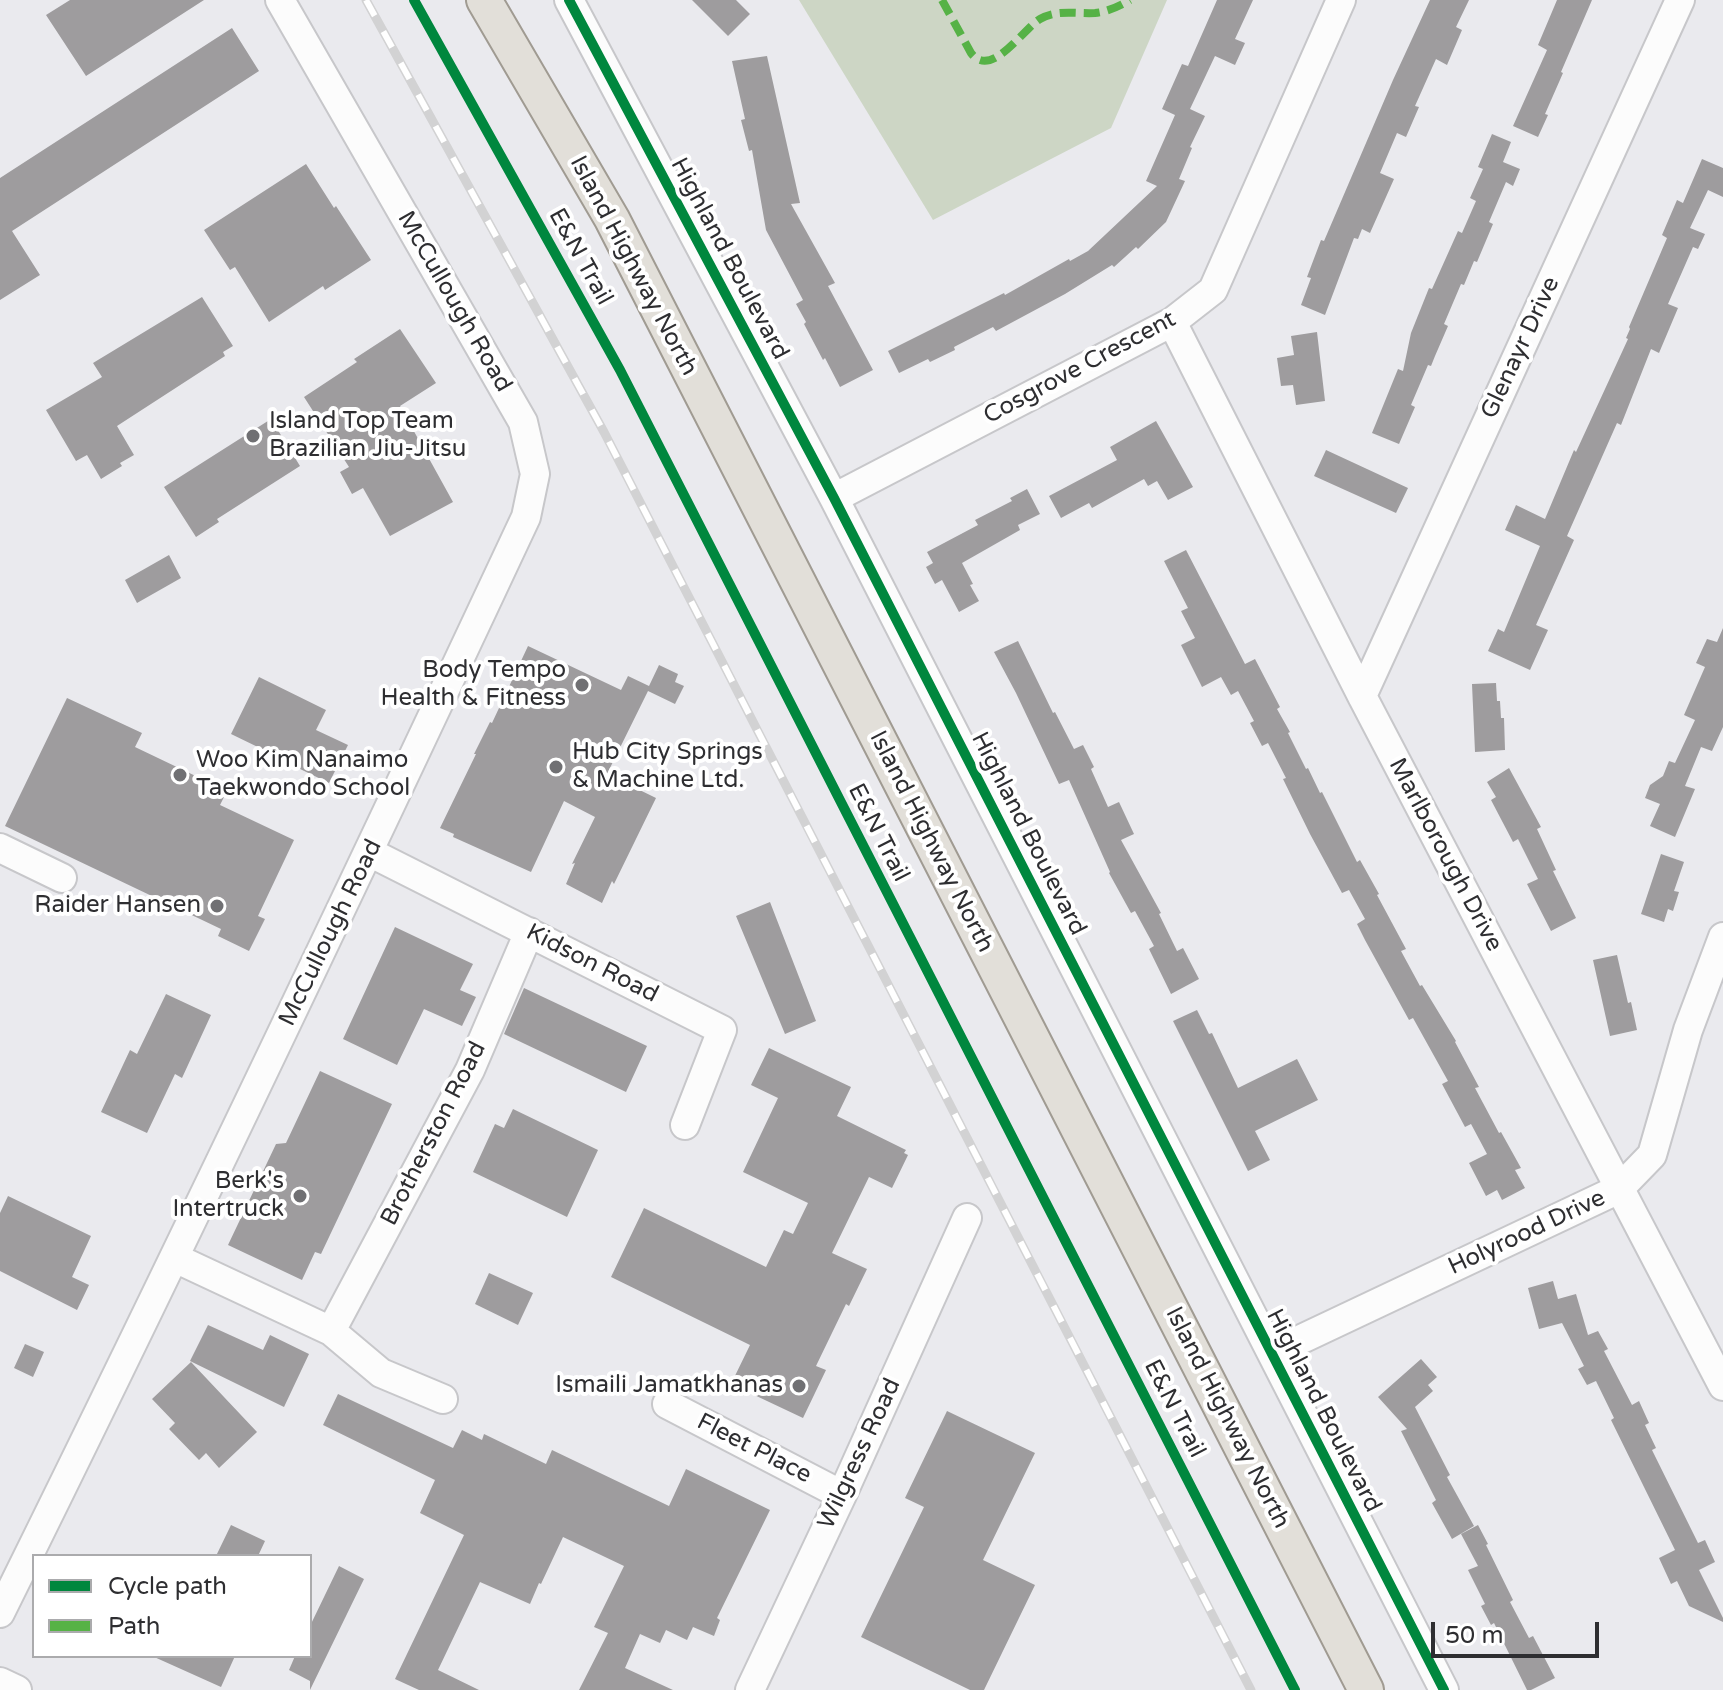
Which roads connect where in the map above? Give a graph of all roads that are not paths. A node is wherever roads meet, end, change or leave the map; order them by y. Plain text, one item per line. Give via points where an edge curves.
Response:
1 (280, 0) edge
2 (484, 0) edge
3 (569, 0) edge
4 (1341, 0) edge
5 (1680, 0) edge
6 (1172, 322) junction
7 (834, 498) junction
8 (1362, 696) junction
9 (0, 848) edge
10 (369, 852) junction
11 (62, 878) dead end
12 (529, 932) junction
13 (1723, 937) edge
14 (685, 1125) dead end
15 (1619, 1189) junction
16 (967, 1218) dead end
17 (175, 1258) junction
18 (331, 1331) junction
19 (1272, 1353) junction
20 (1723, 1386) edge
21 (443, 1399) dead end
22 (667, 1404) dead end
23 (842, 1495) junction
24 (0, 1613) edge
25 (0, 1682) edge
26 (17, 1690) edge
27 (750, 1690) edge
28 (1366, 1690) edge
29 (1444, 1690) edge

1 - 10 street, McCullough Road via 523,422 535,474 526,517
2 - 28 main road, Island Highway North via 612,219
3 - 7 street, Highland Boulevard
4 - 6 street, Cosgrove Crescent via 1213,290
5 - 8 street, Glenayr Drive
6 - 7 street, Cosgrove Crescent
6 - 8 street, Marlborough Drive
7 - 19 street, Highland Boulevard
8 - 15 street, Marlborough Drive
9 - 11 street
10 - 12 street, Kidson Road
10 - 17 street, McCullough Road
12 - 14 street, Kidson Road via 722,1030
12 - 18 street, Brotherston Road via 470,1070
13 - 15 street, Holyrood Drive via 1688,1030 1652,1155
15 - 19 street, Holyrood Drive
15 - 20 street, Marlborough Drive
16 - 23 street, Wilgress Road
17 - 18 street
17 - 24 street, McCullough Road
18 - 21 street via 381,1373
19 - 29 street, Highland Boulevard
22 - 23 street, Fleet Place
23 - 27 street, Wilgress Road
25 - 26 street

□ □ □ □

▶ Work instruction: All lines containing "Crescent" in the material above should appear in your reply, copied exactly.

▶ Solution for this problem:
4 - 6 street, Cosgrove Crescent via 1213,290
6 - 7 street, Cosgrove Crescent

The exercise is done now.